Today Jon Stoddart, assistant chief commissioner of the Metropolitan Police and leading Operation Resolve, the criminal investigation into the disaster, confirmed Mr Duckenfield, now living in Dorset, will be seen by his officers early next year.

He said the investigation now began from 1975, had interviewed 500 witnesses, was looking at half a million documents and was in "good shape to get to the bottom of the causes of the disaster and to get to the truth".

The findings will be used by the director of public prosecutions to decide if anyone faces potential charges of manslaughter or any body is charged with regulatory offences.

Mr Stoddart gave a press update today on the huge inquiry, a year tomorrow since the new inquiry was announced by Home Secretary Theresa May.

"First of all, it's a criminal investigation into the deaths of 96 fans. Our working theory, in short, is to prove or disprove that the 96 fans were unlawfully killed," he said.

Original inquests into the deaths were later found to be flawed, the verdicts of accidental death quashed and fresh inquests will be held next year.

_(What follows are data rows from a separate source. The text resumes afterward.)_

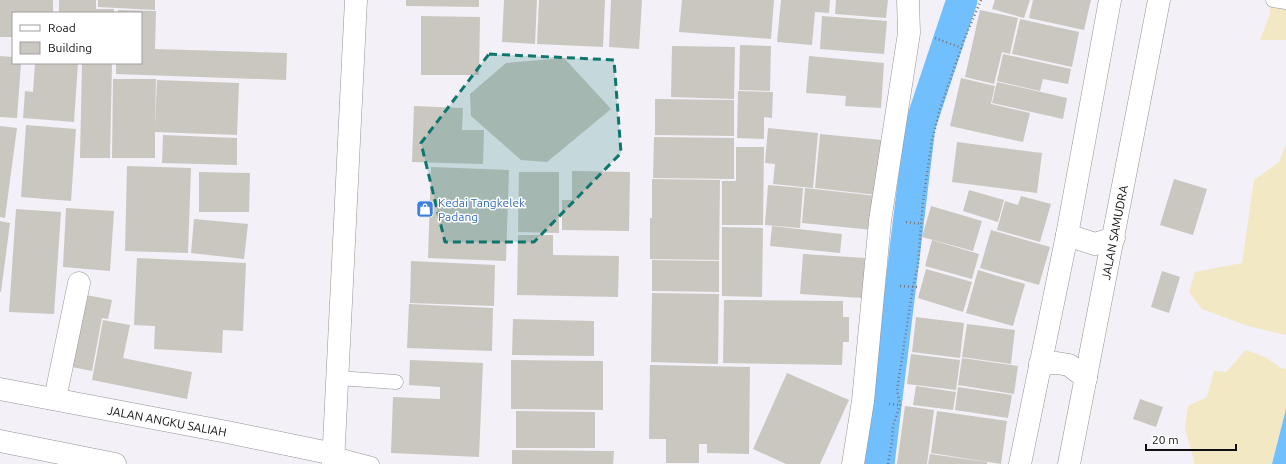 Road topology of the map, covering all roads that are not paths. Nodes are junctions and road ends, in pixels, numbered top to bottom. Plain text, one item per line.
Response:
1 (356, 0) edge
2 (908, 0) edge
3 (1110, 0) edge
4 (1159, 0) edge
5 (1273, 0) edge
6 (1286, 2) edge
7 (1067, 235) junction
8 (1114, 238) junction
9 (79, 283) dead end
10 (1040, 364) junction
11 (337, 378) junction
12 (1086, 378) junction
13 (396, 382) dead end
14 (0, 388) edge
15 (55, 399) junction
16 (0, 440) edge
17 (333, 459) edge
18 (115, 464) edge
19 (372, 464) edge
20 (853, 464) edge
21 (1020, 464) edge
22 (1068, 464) edge

1 - 11 main road
2 - 20 main road
3 - 7 main road
4 - 8 main road, JALAN SAMUDRA
5 - 6 lane
7 - 8 main road
7 - 10 main road
8 - 12 main road, JALAN SAMUDRA
9 - 15 main road
10 - 12 main road
10 - 21 main road
11 - 13 lane
11 - 17 main road
12 - 22 main road, JALAN SAMUDRA
14 - 15 main road, JALAN ANGKU SALIAH
15 - 17 main road, JALAN ANGKU SALIAH
16 - 18 main road
17 - 19 lane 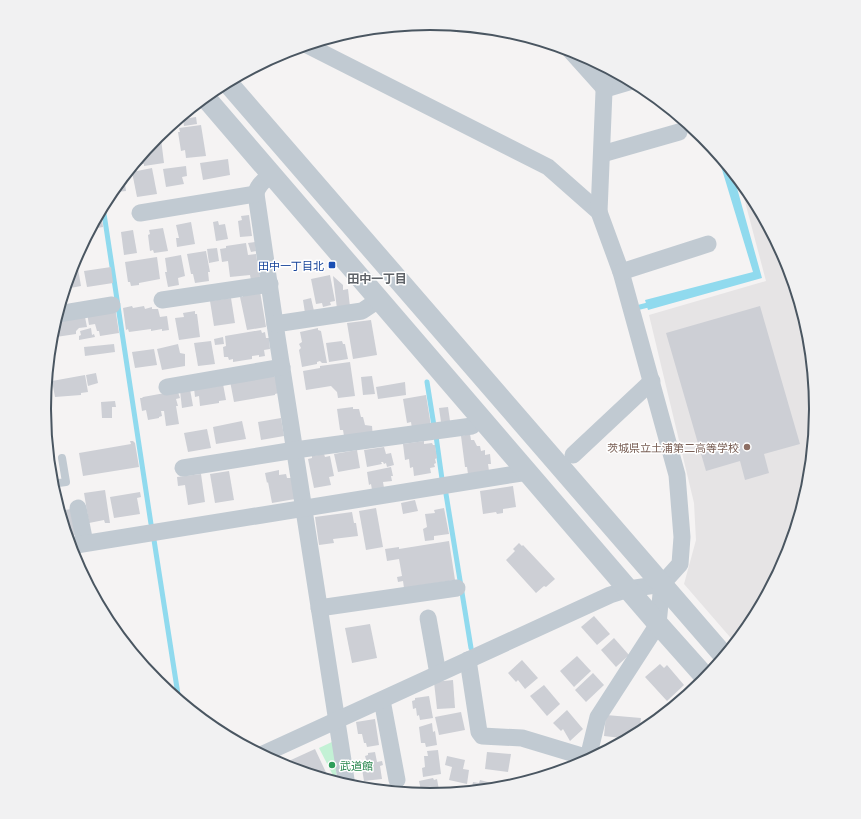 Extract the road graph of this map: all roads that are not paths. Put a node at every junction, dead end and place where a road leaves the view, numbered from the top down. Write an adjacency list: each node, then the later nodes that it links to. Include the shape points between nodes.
1 (314, 49): 12 (street, via 548,167)
2 (580, 61): 6 (street)
3 (605, 73): 6 (street)
4 (624, 83): 6 (street)
5 (231, 87): 35 (street)
6 (605, 89): 9 (street)
7 (209, 101): 10 (street)
8 (679, 132): 9 (street)
9 (602, 154): 12 (street)
10 (271, 174): 11 (street); 18 (street)
11 (256, 194): 13 (street); 16 (street)
12 (599, 212): 15 (street)
13 (140, 214)
14 (708, 244): 15 (street)
15 (622, 272): 23 (street)
16 (270, 284): 17 (street); 21 (street)
17 (162, 300)
18 (380, 300): 21 (street, via 362,311); 30 (street)
19 (112, 305): 20 (street)
20 (63, 313)
21 (275, 324): 22 (street)
22 (282, 367): 24 (street); 26 (street)
23 (652, 381): 27 (street); 35 (street, via 677,475 682,538 680,564)
24 (167, 387)
25 (472, 426): 26 (street)
26 (295, 450): 29 (street); 33 (street)
27 (573, 455)
28 (62, 458): 31 (lane, via 66,482)
29 (183, 468)
30 (528, 472): 33 (street); 37 (street)
31 (58, 483)
32 (78, 508): 34 (street)
33 (304, 508): 34 (street); 38 (street)
34 (77, 544)
35 (662, 584): 37 (street); 40 (street); 41 (street)
36 (457, 588): 38 (street)
37 (629, 589): 40 (street); 42 (street, via 610,594)
38 (319, 608): 46 (street)
39 (428, 618): 43 (street)
40 (658, 624): 44 (street); 48 (street, via 598,717)
41 (722, 653)
42 (468, 660): 43 (street); 49 (street, via 479,732 482,736 522,738)
43 (438, 674): 45 (street)
44 (703, 674)
45 (382, 700): 46 (street); 51 (street)
46 (337, 720): 47 (street); 50 (street)
47 (267, 752)
48 (589, 754)
49 (581, 758)
50 (347, 780)
51 (397, 780)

Mr Stoddart said much of his team's work has been to assist the coroner to gather information for the new inquests.

He said that work had three aspects, including the question of stadium safety.

"We are taking a much broader take on the investigation," Mr Stoddart said.

"Not just events on the day, not just command and control by police and the response of the emergency services."

He said health and safety experts were helping officers to look at stadium design, modifications and compliance with safety laws.

And he said more in-depth re-interviewing of witnesses from the day was shedding "far more light" on events.

Officers are also scouring CCTV footage taken on the day, footage from BBC cameras covering the match and still photographs, allied with fans' witness statements to try to pinpoint the exact movements of victims.

Mr Stoddart said: "We are working with the families to make sure we get the best possible picture of the movements of their loved ones on the day, from their departure from their home to their movements on the Leppings Lane End."

Around 500 police officers have been interviewed so far, with eight officers "declining" to be questioned.

A separate investigation into the conduct of police in the aftermath of the disaster is looking at whether statements from police officers on the day were changed.

Operation Resolve was launched last December after a damning report by the Hillsborough Independent Panel found that South Yorkshire Police orchestrated a cover-up, falsified documents and blamed innocent supporters in the aftermath.

The lives of 41 fans could have been saved, the report concluded, as it cleared supporters of any wrongdoing or blame for the disaster.

The new inquests into the deaths of the Hillsborough victims are due to start in Warrington on March 31 and will take six months to complete.